§ Task
The records are to be repeated exactly, and any images in them are to be dropped.
====
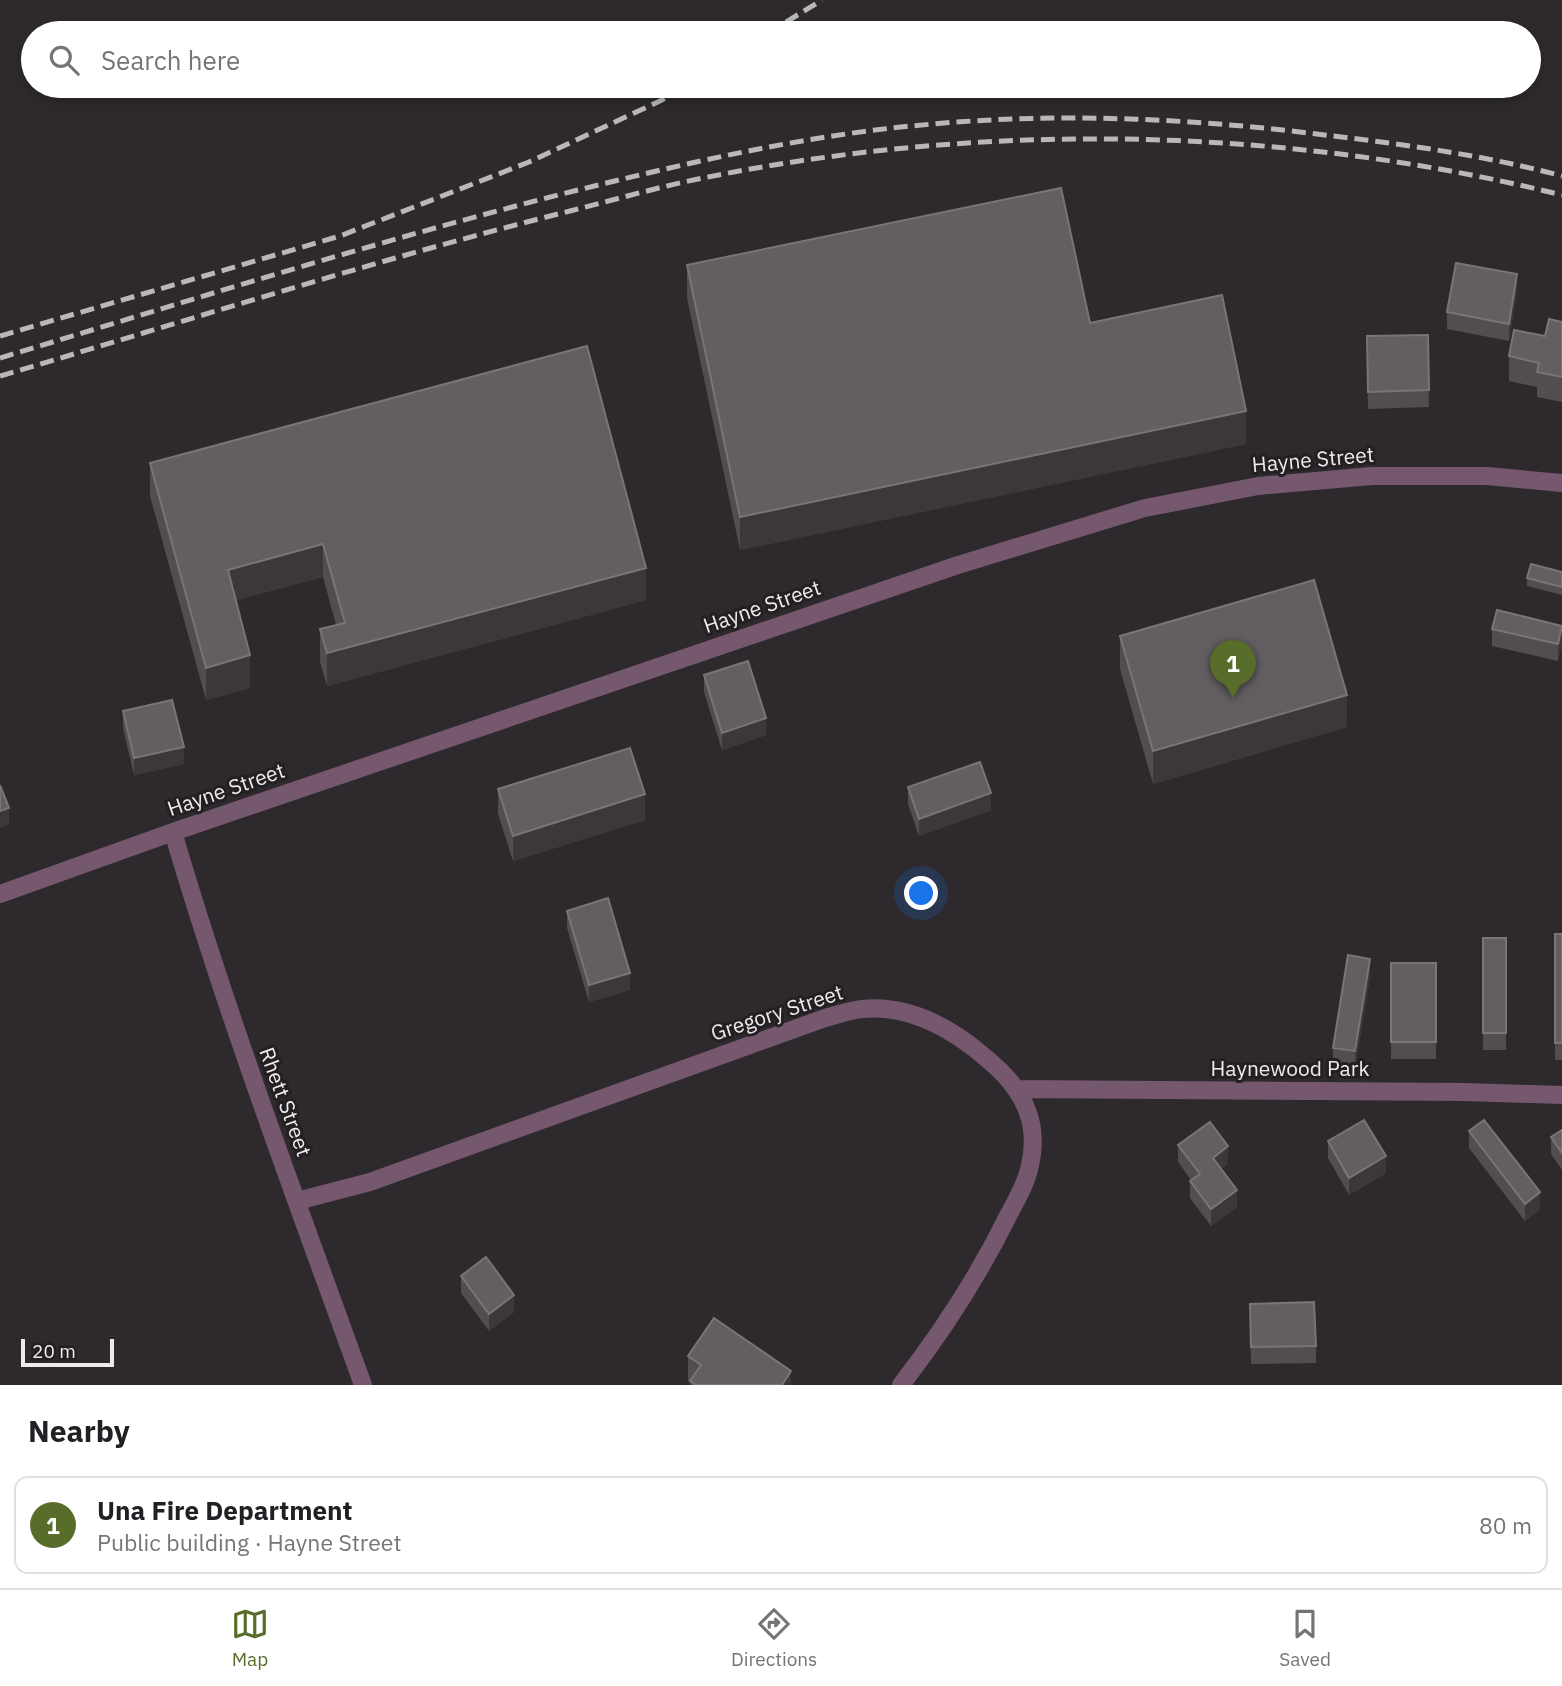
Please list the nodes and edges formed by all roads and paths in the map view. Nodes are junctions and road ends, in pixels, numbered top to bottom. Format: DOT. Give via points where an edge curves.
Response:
graph roads {
  1 [pos="1562,483"];
  2 [pos="173,832"];
  3 [pos="0,894"];
  4 [pos="1017,1089"];
  5 [pos="1562,1095"];
  6 [pos="297,1201"];
  7 [pos="363,1385"];
  8 [pos="901,1385"];
  1 -- 2 [label="street, Hayne Street" via="1487,476 1372,476 1258,486 1145,508 957,565"];
  2 -- 3 [label="street, Hayne Street"];
  2 -- 6 [label="street, Rhett Street" via="250,1074"];
  4 -- 5 [label="street, Haynewood Park"];
  4 -- 6 [label="street, Gregory Street" via="996,1065 929,1019 896,1010 861,1009 370,1182"];
  4 -- 8 [label="street, Gregory Street" via="1029,1114 1030,1167 999,1236 957,1308"];
  6 -- 7 [label="street, Rhett Street"];
}
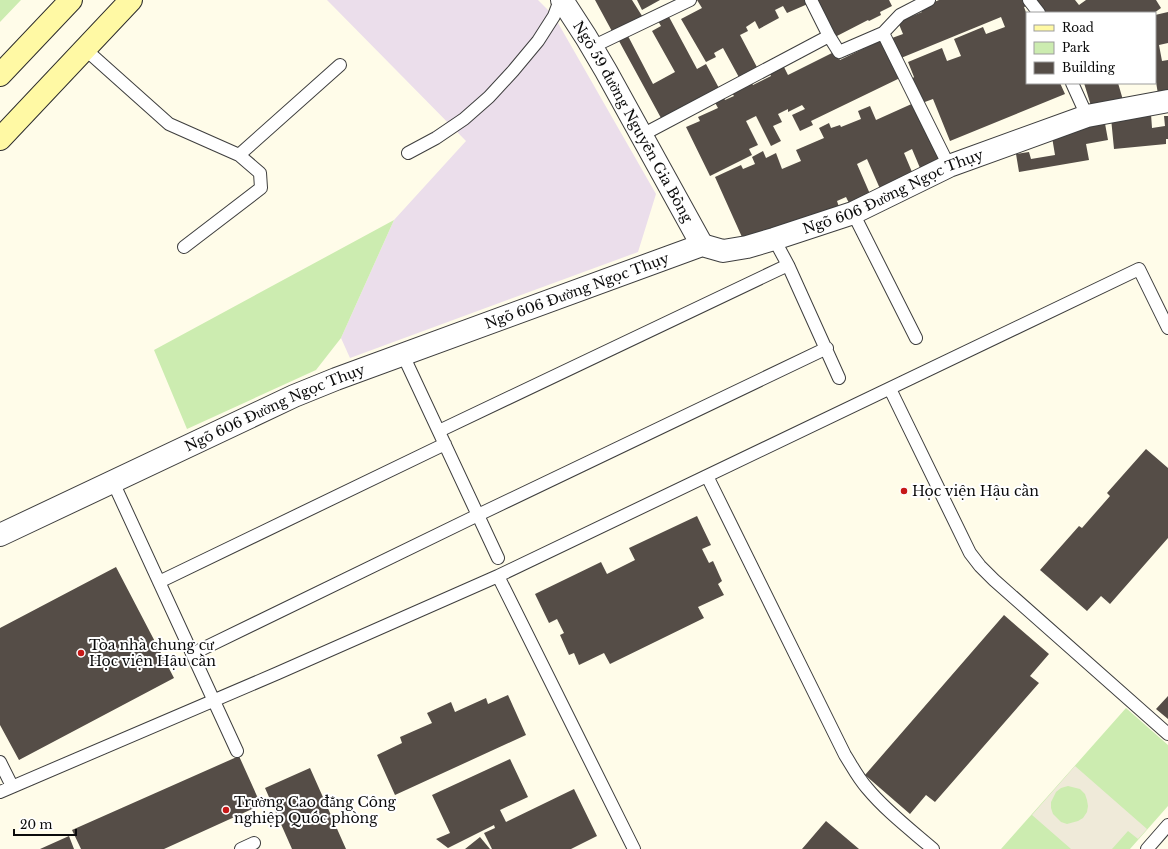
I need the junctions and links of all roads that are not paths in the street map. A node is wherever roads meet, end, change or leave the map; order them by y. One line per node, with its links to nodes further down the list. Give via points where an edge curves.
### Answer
1 (71, 0): 14 (main road)
2 (131, 0): 12 (main road)
3 (561, 0): 11 (street, Ngõ 59 đường Nguyễn Gia Bồng); 20 (lane, via 538,41 489,97 464,119)
4 (690, 0): 11 (lane)
5 (811, 0): 10 (lane)
6 (929, 0): 9 (lane, via 900,15)
7 (1029, 0): 8 (lane)
8 (1038, 12)
9 (883, 33): 10 (lane, via 839,52); 22 (lane)
10 (829, 36): 19 (lane)
11 (592, 47): 19 (street, Ngõ 59 đường Nguyễn Gia Bồng)
12 (85, 49): 18 (main road); 21 (lane, via 169,124)
13 (340, 65): 21 (lane)
14 (0, 75)
15 (1072, 84): 17 (lane)
16 (1168, 101): 17 (street, Ngõ 606 Đường Ngọc Thụy)
17 (1086, 116): 22 (street, Ngõ 606 Đường Ngọc Thụy)
18 (2, 133)
19 (642, 135): 25 (street, Ngõ 59 đường Nguyễn Gia Bồng)
20 (408, 153)
21 (240, 155): 26 (lane, via 260,173 260,188)
22 (949, 166): 23 (street, Ngõ 606 Đường Ngọc Thụy)
23 (853, 213): 24 (street, Ngõ 606 Đường Ngọc Thụy); 29 (lane)
24 (774, 239): 25 (street, Ngõ 606 Đường Ngọc Thụy, via 723,251); 27 (lane)
25 (702, 246): 31 (street, Ngõ 606 Đường Ngọc Thụy)
26 (184, 247)
27 (788, 265): 30 (lane); 34 (lane)
28 (1168, 328): 33 (lane, via 1139,270)
29 (916, 338)
30 (826, 348): 32 (lane); 38 (lane)
31 (403, 355): 34 (lane); 37 (street, Ngõ 606 Đường Ngọc Thụy, via 301,393)
32 (839, 378)
33 (890, 389): 36 (lane); 45 (lane, via 970,553 980,566)
34 (439, 431): 35 (lane)
35 (445, 444): 38 (lane); 42 (lane)
36 (707, 476): 41 (lane); 54 (lane, via 855,772 882,804)
37 (113, 482): 39 (street, Ngõ 606 Đường Ngọc Thụy); 42 (lane)
38 (478, 514): 40 (lane); 43 (lane)
39 (0, 535)
40 (498, 558)
41 (498, 576): 44 (lane); 53 (lane)
42 (159, 582): 43 (lane)
43 (192, 654): 44 (lane)
44 (213, 701): 46 (lane); 48 (lane)
45 (1168, 734)
46 (237, 751)
47 (0, 762): 48 (lane)
48 (12, 786): 49 (lane)
49 (0, 792)
50 (1168, 825): 55 (lane)
51 (254, 843): 52 (lane)
52 (241, 849)
53 (634, 849)
54 (934, 849)
55 (1147, 849)

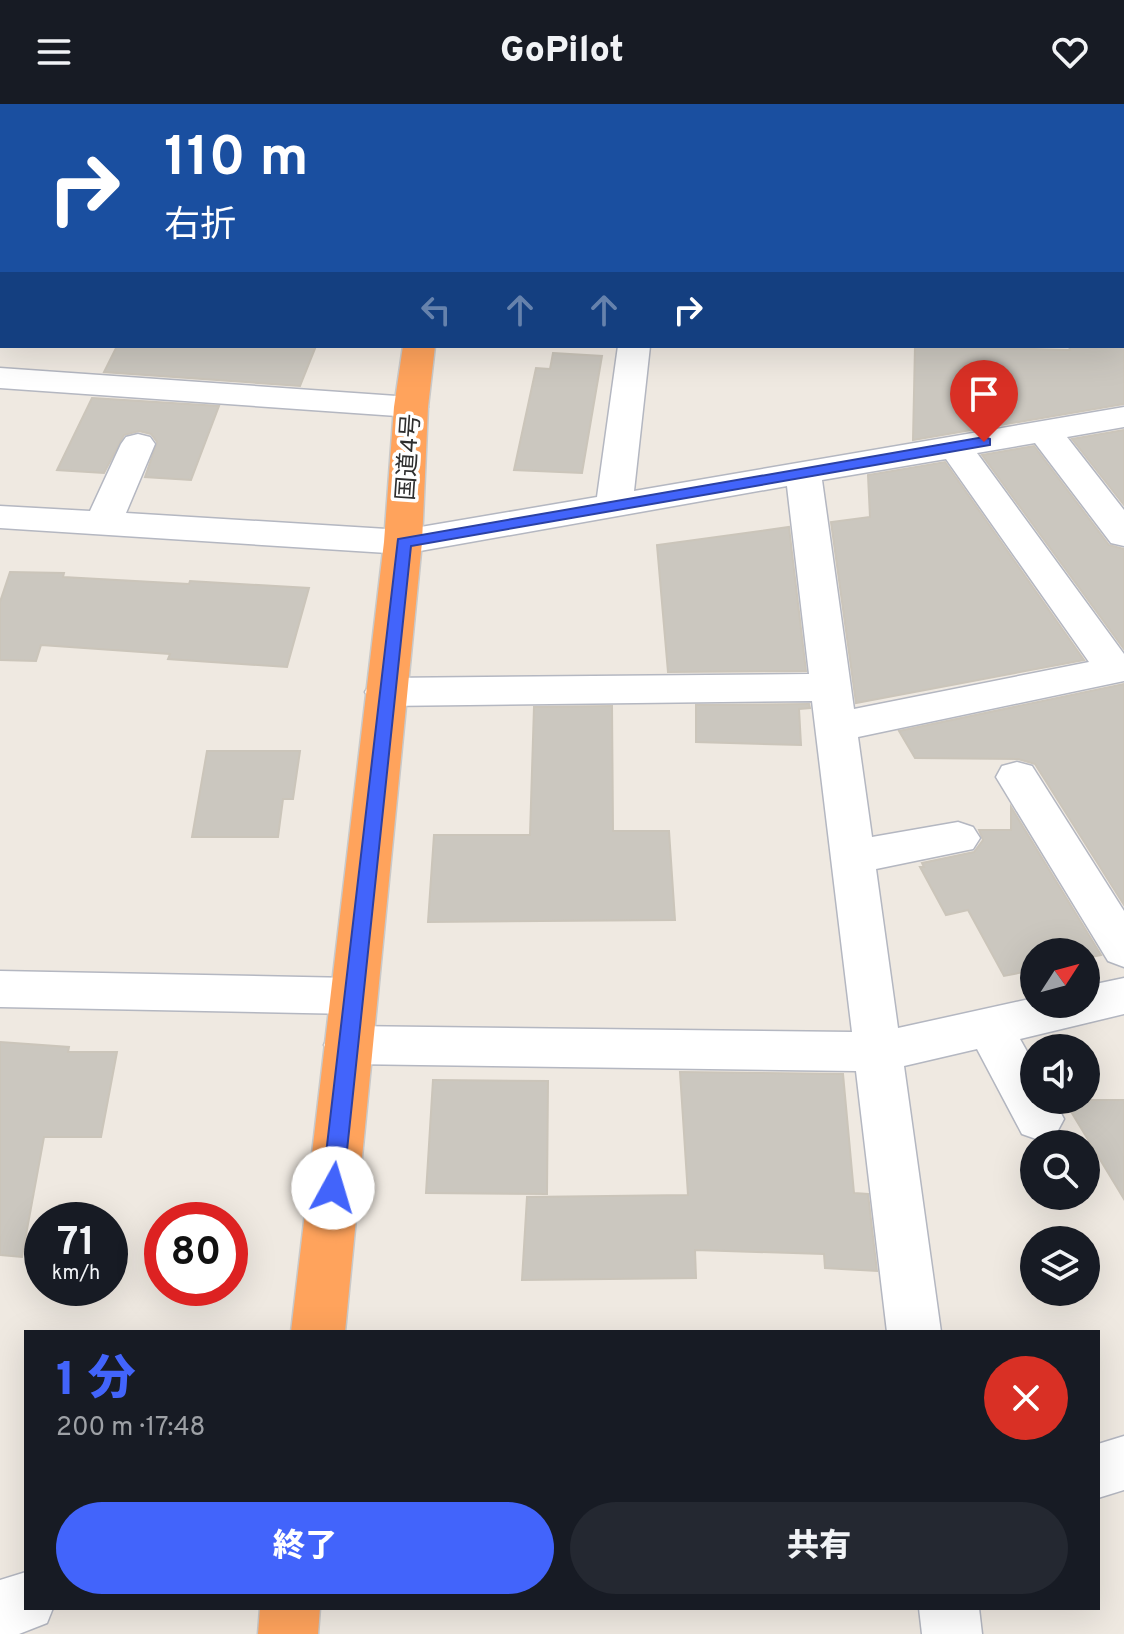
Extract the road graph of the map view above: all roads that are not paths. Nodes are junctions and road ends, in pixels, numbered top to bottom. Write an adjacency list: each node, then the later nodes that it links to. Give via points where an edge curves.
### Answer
====
§ Solved problem
Please list the nodes and edges formed by all roads and paths in the map view. Nodes are junctions and road ends, in pixels, numbered top to bottom. Format: DOT. Give via points where an edge curves.
Response:
graph roads {
  1 [pos="1562,483"];
  2 [pos="173,832"];
  3 [pos="0,894"];
  4 [pos="1017,1089"];
  5 [pos="1562,1095"];
  6 [pos="297,1201"];
  7 [pos="363,1385"];
  8 [pos="901,1385"];
  1 -- 2 [label="street, Hayne Street" via="1487,476 1372,476 1258,486 1145,508 957,565"];
  2 -- 3 [label="street, Hayne Street"];
  2 -- 6 [label="street, Rhett Street" via="250,1074"];
  4 -- 5 [label="street, Haynewood Park"];
  4 -- 6 [label="street, Gregory Street" via="996,1065 929,1019 896,1010 861,1009 370,1182"];
  4 -- 8 [label="street, Gregory Street" via="1029,1114 1030,1167 999,1236 957,1308"];
  6 -- 7 [label="street, Rhett Street"];
}
I need the junctions and links of all roads that are not paths in the street map. A node is wherever roads meet, end, change or leave the map; order them by y. One line per node, with its links to nodes further down the list. Give via points where an edge curves.
### Answer
1 (71, 0): 14 (main road)
2 (131, 0): 12 (main road)
3 (561, 0): 11 (street, Ngõ 59 đường Nguyễn Gia Bồng); 20 (lane, via 538,41 489,97 464,119)
4 (690, 0): 11 (lane)
5 (811, 0): 10 (lane)
6 (929, 0): 9 (lane, via 900,15)
7 (1029, 0): 8 (lane)
8 (1038, 12)
9 (883, 33): 10 (lane, via 839,52); 22 (lane)
10 (829, 36): 19 (lane)
11 (592, 47): 19 (street, Ngõ 59 đường Nguyễn Gia Bồng)
12 (85, 49): 18 (main road); 21 (lane, via 169,124)
13 (340, 65): 21 (lane)
14 (0, 75)
15 (1072, 84): 17 (lane)
16 (1168, 101): 17 (street, Ngõ 606 Đường Ngọc Thụy)
17 (1086, 116): 22 (street, Ngõ 606 Đường Ngọc Thụy)
18 (2, 133)
19 (642, 135): 25 (street, Ngõ 59 đường Nguyễn Gia Bồng)
20 (408, 153)
21 (240, 155): 26 (lane, via 260,173 260,188)
22 (949, 166): 23 (street, Ngõ 606 Đường Ngọc Thụy)
23 (853, 213): 24 (street, Ngõ 606 Đường Ngọc Thụy); 29 (lane)
24 (774, 239): 25 (street, Ngõ 606 Đường Ngọc Thụy, via 723,251); 27 (lane)
25 (702, 246): 31 (street, Ngõ 606 Đường Ngọc Thụy)
26 (184, 247)
27 (788, 265): 30 (lane); 34 (lane)
28 (1168, 328): 33 (lane, via 1139,270)
29 (916, 338)
30 (826, 348): 32 (lane); 38 (lane)
31 (403, 355): 34 (lane); 37 (street, Ngõ 606 Đường Ngọc Thụy, via 301,393)
32 (839, 378)
33 (890, 389): 36 (lane); 45 (lane, via 970,553 980,566)
34 (439, 431): 35 (lane)
35 (445, 444): 38 (lane); 42 (lane)
36 (707, 476): 41 (lane); 54 (lane, via 855,772 882,804)
37 (113, 482): 39 (street, Ngõ 606 Đường Ngọc Thụy); 42 (lane)
38 (478, 514): 40 (lane); 43 (lane)
39 (0, 535)
40 (498, 558)
41 (498, 576): 44 (lane); 53 (lane)
42 (159, 582): 43 (lane)
43 (192, 654): 44 (lane)
44 (213, 701): 46 (lane); 48 (lane)
45 (1168, 734)
46 (237, 751)
47 (0, 762): 48 (lane)
48 (12, 786): 49 (lane)
49 (0, 792)
50 (1168, 825): 55 (lane)
51 (254, 843): 52 (lane)
52 (241, 849)
53 (634, 849)
54 (934, 849)
55 (1147, 849)

Extract the road graph of the map view above: all roads that are not paths. Nodes are junctions and road ends, in pixels, numbered top to bottom. Write an adjacency list: each node, then the later nodes that it links to. Give via points where an edge curves.
### Answer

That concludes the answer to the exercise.